SSE Revises and Releases Business Guideline for Continuous Information Disclosure of Corporate Bonds
With the development of the bond market and changes in external credit environment, higher standards are expected for the quality of bond information disclosure. In order to further strengthen the risk disclosure function of bond information disclosure, promote the formation of rational pricing, improve the efficiency of bond market resource allocation, and urge market entities to fulfill their responsibilities, the Shanghai Stock Exchange (SSE) has adopted a problem-oriented and risk-oriented approach and combined with previous regulatory practices to release and implement the Guidelines No.1 of the Shanghai Stock Exchange for Application of Bond Self-Regulation Rules — Continuous Disclosure of Corporate Bond Information (2023 Revision). The revision mainly involves the following four aspects:
First, optimizing and integrating the previous rules and requirements for information disclosure. The SSE has absorbed and integrated the disclosure requirements in business rules and guidelines including Guidelines No.2 of the Shanghai Stock Exchange for Application of Bond Self-Regulation Rules — Express Lane for Information Disclosure of Corporate Bonds and Asset-Backed Securities Business and the Notice on Promoting Work on Corporate Bond Information Disclosure in 2022, to establish a more systematic rule system. Content on issuers' substantive rights and obligations in the attachment "Content and Format of Information Disclosure in Interim Report on Corporate Bonds" in the previous Guidelines No.1 of the Shanghai Stock Exchange for Application of Bond Self-Regulation Rules — Continuous Disclosure of Corporate Bond Information has been adjusted to corresponding sections of the main text. Specific format is no longer required in announcements, in order to preserve the necessary flexibility for fulfilling information disclosure obligations.
Second, being risk-oriented to optimize disclosure standards. The SSE has added disclosure items that may lead to the acceleration of credit bonds' redemption, as well as the establishment of a committee for financial institution bondholders; clarified the verification and disclosure requirements for decline or abnormal fluctuations of the price of corporate bonds; and simplified the disclosure requirements for items with low association with credit risks, such as raising the trigger standards for new borrowings, new guarantees, and significant investments.
Third, further strengthening requirements for standardized information disclosure.
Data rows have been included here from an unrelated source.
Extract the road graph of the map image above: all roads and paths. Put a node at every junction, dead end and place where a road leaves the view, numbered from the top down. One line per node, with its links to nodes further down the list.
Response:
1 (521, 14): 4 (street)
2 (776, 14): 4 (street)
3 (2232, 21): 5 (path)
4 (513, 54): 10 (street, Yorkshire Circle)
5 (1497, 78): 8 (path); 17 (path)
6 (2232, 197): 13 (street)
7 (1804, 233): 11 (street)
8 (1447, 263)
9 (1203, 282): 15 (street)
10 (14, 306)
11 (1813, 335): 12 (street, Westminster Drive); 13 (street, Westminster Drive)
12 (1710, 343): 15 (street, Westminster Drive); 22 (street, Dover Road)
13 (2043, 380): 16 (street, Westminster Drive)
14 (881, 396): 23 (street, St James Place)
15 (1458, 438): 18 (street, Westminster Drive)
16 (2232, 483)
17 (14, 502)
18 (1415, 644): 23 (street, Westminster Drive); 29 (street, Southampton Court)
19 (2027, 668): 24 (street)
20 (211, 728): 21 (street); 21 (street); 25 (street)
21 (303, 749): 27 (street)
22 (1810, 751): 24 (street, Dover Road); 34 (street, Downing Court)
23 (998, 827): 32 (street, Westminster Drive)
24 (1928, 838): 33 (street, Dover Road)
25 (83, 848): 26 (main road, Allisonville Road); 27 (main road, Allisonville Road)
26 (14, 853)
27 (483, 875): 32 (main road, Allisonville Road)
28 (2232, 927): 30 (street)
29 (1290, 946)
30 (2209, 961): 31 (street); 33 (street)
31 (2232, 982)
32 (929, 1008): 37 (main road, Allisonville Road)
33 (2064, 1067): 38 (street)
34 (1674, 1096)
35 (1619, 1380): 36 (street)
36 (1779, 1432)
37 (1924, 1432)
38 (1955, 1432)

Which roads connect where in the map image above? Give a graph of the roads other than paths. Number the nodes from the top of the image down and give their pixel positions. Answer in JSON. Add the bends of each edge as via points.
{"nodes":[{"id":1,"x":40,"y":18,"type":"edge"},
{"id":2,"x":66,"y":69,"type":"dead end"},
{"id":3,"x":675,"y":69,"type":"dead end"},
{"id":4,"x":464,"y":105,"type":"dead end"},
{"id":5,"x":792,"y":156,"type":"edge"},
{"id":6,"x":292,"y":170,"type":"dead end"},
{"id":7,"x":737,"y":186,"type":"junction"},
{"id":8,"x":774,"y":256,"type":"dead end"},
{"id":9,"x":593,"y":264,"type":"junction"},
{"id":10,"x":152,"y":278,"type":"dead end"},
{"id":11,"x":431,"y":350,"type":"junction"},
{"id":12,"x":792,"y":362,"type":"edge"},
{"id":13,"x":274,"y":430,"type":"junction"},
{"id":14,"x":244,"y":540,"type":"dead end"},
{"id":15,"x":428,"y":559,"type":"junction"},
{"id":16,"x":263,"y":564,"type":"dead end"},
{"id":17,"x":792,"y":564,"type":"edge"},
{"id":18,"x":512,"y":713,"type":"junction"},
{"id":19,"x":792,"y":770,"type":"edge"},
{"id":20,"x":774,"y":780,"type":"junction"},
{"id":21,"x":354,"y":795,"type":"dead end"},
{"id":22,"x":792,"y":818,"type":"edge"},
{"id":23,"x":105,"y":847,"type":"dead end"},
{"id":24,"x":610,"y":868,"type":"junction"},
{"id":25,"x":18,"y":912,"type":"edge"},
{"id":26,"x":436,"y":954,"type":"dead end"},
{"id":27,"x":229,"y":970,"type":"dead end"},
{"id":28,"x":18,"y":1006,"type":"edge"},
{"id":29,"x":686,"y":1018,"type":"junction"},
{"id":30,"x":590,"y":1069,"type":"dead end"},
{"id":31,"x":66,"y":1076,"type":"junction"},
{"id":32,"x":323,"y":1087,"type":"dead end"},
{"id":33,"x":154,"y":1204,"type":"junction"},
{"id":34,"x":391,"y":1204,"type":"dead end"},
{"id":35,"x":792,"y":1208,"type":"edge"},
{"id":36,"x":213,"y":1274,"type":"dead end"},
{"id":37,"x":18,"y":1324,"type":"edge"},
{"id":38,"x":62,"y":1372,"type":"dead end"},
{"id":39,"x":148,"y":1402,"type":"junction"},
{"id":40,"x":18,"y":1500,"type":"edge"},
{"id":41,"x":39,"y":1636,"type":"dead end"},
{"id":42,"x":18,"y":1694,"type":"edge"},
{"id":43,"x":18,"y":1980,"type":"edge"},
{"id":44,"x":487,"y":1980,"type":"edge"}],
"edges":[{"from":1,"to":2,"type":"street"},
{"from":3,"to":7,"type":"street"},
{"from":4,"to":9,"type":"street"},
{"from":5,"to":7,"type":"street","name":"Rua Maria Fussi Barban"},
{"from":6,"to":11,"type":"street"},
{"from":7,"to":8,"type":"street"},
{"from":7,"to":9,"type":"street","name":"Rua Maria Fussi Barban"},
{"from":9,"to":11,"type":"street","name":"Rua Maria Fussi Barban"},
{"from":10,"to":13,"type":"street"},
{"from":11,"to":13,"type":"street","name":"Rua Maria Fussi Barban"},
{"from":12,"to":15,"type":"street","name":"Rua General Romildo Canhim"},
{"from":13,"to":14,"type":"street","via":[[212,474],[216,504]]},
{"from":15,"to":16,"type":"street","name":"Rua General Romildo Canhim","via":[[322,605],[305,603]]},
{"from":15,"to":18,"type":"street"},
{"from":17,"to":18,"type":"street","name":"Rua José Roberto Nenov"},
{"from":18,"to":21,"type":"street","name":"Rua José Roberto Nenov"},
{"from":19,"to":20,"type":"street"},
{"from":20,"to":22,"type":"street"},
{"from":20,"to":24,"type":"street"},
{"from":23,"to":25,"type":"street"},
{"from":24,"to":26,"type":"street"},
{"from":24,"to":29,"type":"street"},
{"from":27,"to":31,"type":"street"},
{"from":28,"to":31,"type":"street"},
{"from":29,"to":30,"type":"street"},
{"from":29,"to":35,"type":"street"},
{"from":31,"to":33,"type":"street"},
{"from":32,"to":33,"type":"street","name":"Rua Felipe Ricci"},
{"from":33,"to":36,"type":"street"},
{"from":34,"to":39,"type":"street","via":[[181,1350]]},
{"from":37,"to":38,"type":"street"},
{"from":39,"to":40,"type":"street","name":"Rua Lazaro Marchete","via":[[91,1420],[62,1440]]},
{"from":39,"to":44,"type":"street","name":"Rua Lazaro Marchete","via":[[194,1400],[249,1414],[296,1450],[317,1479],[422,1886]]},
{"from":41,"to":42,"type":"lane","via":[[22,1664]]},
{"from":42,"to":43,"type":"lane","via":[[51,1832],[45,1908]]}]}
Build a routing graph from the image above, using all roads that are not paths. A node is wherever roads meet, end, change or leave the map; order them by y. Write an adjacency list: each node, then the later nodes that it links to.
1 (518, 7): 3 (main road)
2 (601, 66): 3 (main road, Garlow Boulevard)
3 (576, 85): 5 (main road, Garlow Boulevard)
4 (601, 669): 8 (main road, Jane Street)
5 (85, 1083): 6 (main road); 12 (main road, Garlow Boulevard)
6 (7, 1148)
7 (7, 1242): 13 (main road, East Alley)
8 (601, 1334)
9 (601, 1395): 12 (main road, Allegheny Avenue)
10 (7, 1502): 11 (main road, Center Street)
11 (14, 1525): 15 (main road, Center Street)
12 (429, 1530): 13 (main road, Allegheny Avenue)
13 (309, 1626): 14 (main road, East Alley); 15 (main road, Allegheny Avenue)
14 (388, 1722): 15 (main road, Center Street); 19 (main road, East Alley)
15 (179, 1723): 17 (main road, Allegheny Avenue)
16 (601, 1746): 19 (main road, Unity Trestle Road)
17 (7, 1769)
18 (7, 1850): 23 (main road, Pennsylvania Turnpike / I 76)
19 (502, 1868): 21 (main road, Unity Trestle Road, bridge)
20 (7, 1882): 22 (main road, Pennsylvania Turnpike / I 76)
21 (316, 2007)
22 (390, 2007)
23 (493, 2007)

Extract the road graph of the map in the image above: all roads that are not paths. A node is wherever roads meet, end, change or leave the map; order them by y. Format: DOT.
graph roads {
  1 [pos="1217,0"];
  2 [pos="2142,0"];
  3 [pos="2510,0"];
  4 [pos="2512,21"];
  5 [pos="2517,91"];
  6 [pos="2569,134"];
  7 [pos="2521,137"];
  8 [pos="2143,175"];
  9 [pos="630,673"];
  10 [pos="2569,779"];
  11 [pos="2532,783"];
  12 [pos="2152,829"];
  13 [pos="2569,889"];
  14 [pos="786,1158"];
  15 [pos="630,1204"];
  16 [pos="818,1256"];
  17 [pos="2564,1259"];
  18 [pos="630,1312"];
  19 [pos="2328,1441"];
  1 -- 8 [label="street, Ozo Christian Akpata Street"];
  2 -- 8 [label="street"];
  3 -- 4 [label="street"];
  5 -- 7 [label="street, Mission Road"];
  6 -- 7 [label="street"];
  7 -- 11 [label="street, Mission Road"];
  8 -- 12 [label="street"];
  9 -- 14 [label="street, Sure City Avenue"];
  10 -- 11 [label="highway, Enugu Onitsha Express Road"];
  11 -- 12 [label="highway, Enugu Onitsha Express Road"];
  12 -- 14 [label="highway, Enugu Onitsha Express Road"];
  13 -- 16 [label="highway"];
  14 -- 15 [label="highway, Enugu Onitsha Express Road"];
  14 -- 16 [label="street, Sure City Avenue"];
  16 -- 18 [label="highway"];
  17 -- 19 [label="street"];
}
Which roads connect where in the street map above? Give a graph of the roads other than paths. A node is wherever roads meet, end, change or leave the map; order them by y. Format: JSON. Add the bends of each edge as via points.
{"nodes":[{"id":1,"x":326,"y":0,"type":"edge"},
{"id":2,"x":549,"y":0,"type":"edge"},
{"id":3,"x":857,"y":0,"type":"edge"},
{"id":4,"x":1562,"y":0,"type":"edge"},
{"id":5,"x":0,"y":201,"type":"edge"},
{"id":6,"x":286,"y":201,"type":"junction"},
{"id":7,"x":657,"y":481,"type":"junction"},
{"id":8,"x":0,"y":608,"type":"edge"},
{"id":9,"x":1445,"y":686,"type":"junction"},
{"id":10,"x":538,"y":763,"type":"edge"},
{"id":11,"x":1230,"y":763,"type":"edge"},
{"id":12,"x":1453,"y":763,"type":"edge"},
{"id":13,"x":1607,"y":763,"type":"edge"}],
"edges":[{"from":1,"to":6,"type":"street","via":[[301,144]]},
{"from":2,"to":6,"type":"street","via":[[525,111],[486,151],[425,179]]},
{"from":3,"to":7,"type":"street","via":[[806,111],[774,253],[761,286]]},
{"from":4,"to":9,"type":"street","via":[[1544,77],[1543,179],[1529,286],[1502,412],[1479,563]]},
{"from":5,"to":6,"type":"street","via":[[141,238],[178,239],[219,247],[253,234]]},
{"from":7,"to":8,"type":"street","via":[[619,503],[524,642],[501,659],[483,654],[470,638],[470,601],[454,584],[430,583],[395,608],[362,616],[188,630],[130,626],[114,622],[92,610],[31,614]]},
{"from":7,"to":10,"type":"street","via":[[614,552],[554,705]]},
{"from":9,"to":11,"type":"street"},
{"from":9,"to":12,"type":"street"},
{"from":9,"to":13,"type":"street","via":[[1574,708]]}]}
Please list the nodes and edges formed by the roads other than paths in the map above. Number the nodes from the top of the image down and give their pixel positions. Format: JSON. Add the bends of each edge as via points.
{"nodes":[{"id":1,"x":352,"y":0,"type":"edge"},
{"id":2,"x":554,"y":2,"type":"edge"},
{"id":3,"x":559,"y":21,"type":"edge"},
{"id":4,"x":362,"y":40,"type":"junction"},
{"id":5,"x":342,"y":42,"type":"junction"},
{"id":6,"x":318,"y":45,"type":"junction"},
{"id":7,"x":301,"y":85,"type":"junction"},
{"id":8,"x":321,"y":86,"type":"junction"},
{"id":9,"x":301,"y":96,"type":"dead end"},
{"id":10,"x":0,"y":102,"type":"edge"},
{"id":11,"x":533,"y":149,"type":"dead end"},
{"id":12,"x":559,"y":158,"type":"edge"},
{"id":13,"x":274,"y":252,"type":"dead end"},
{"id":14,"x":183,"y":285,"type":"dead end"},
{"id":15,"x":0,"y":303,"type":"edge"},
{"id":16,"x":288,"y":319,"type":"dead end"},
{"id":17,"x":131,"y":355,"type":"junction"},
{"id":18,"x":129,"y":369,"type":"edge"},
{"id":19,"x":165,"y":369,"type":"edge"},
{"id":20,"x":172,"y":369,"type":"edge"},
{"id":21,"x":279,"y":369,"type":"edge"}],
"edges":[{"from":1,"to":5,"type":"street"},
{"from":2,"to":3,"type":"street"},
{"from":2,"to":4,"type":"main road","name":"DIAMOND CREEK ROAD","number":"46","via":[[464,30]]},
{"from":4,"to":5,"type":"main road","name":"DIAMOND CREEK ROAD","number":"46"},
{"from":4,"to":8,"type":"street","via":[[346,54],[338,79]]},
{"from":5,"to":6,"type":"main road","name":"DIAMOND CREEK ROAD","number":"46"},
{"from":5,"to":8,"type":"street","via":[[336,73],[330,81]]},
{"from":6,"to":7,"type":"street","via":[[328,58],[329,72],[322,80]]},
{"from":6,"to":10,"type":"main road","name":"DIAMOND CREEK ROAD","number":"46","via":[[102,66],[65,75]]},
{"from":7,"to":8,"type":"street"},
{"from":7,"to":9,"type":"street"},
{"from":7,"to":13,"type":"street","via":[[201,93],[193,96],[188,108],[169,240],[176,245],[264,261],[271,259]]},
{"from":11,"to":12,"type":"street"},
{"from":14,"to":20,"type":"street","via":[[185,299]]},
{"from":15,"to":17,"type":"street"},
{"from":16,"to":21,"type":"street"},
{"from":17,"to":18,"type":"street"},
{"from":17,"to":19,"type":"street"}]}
The SSE has clarified the standard for synchronous disclosure of information by issuers and their related parties both at home and overseas; reinforced the responsibilities of issuers' directors, supervisors, senior management members, and entrusted managers in verifying the content of periodic reports; and specified the disclosure requirements for impact analysis of interim reports and arrangements in the absence from duty of major personnel of the issuer.
Fourth, establishing clear disclosure requirements for bankruptcy and market-oriented restructuring. The SSE has fully taken into account the actual situations of entities in bankruptcy, trusteeship or takeovers, highlighted risk handling, strengthened the disclosure requirements for the progress of bankruptcy or overall risk handling procedures, the formulation and implementation of bankruptcy and settlement, reorganization or market-oriented restructuring plans, and unique items such as special audit assessment reports in bankruptcy proceedings; and appropriately simplified routine disclosure requirements for relevant entities.
Going forward, under the leadership of the China Securities Regulatory Commission, the SSE will fully implement the requirements of the registration system reform, effectively promote the launch and enforcement of the rules through organizing training, optimizing services, strengthening supervision and other means. The SSE will also constantly guide and urge market entities to improve the quality of their bond information disclosure, so as to promote the effective functioning of the SSE bond market, and substantially enhance the quality and efficiency of its services to the real economy.